_Task description_: When you have gone through the records, report how many lines include "BAHA", giving the number and nothing more.

_Source records_:

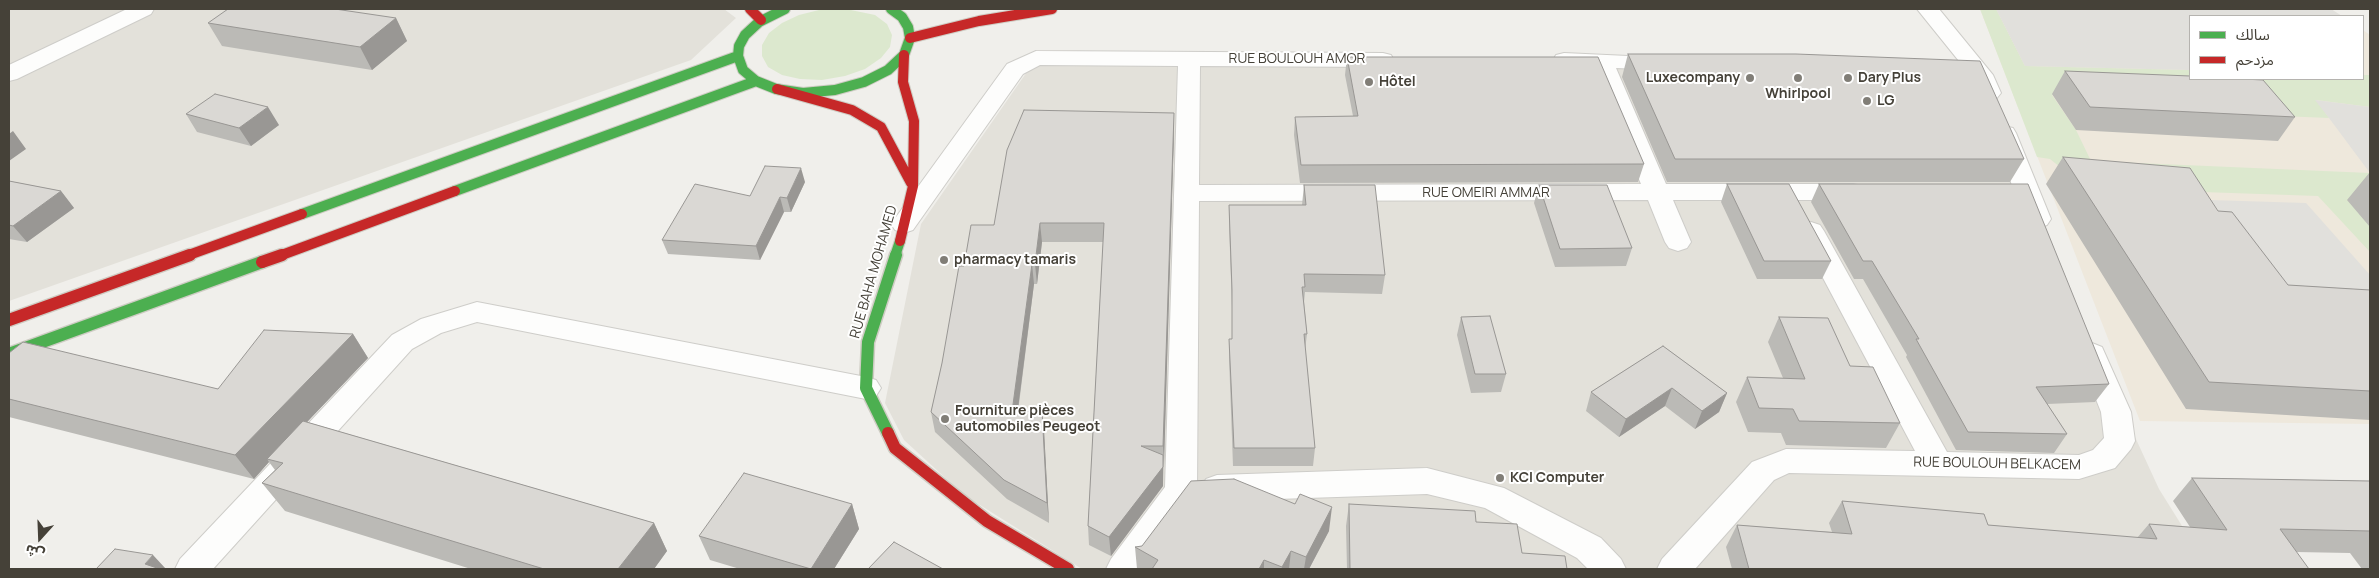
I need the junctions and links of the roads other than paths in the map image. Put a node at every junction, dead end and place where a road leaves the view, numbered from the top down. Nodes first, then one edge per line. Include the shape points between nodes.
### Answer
1 (143, 9) edge
2 (750, 9) edge
3 (785, 9) edge
4 (890, 9) edge
5 (1052, 9) edge
6 (1928, 9) edge
7 (761, 20) junction
8 (910, 38) junction
9 (904, 54) junction
10 (738, 56) junction
11 (1189, 59) junction
12 (1406, 60) edge
13 (1543, 60) edge
14 (1602, 60) junction
15 (1682, 64) edge
16 (9, 74) edge
17 (1952, 74) edge
18 (1982, 75) junction
19 (756, 81) junction
20 (776, 89) junction
21 (912, 186) junction
22 (1656, 192) junction
23 (1790, 192) junction
24 (1879, 192) edge
25 (1186, 193) junction
26 (904, 224) junction
27 (1678, 242) dead end
28 (2049, 247) edge
29 (9, 320) edge
30 (2082, 329) edge
31 (9, 354) edge
32 (866, 388) junction
33 (1937, 463) junction
34 (1181, 490) junction
35 (192, 569) edge
36 (1068, 569) edge
37 (1123, 569) edge
38 (1608, 569) edge
39 (1674, 569) edge

1 - 16 street
2 - 7 main road
3 - 7 main road
4 - 8 main road via 902,17
5 - 8 main road via 979,21
6 - 18 street
7 - 10 main road via 745,35
8 - 9 main road
9 - 20 main road via 888,70 864,82 835,90 804,93
9 - 21 main road, RUE BAHA MOHAMED via 903,82 914,121
10 - 19 main road via 743,70
10 - 29 main road
11 - 12 street, RUE BOULOUH AMOR
11 - 25 street
11 - 26 street, RUE BOULOUH AMOR via 1036,58 1025,62 1002,86
13 - 14 street
14 - 15 street
14 - 22 street
17 - 18 street
18 - 28 street via 2017,192
19 - 20 main road
19 - 31 main road
20 - 21 main road via 852,110 881,127
21 - 26 main road, RUE BAHA MOHAMED
22 - 23 street, RUE OMEIRI AMMAR
22 - 25 street, RUE OMEIRI AMMAR
22 - 27 street
23 - 24 street, RUE OMEIRI AMMAR
23 - 33 street
25 - 34 street
26 - 32 main road, RUE BAHA MOHAMED via 868,342
30 - 33 street, RUE BOULOUH BELKACEM via 2116,412 2120,441 2104,459 2080,467
32 - 35 street via 477,312 431,326 402,342
32 - 36 main road, RUE BAHA MOHAMED via 895,448 987,521
33 - 39 street, RUE BOULOUH BELKACEM via 1786,461 1763,471
34 - 37 street
34 - 38 street via 1427,481 1493,497 1589,548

_Task result_: 4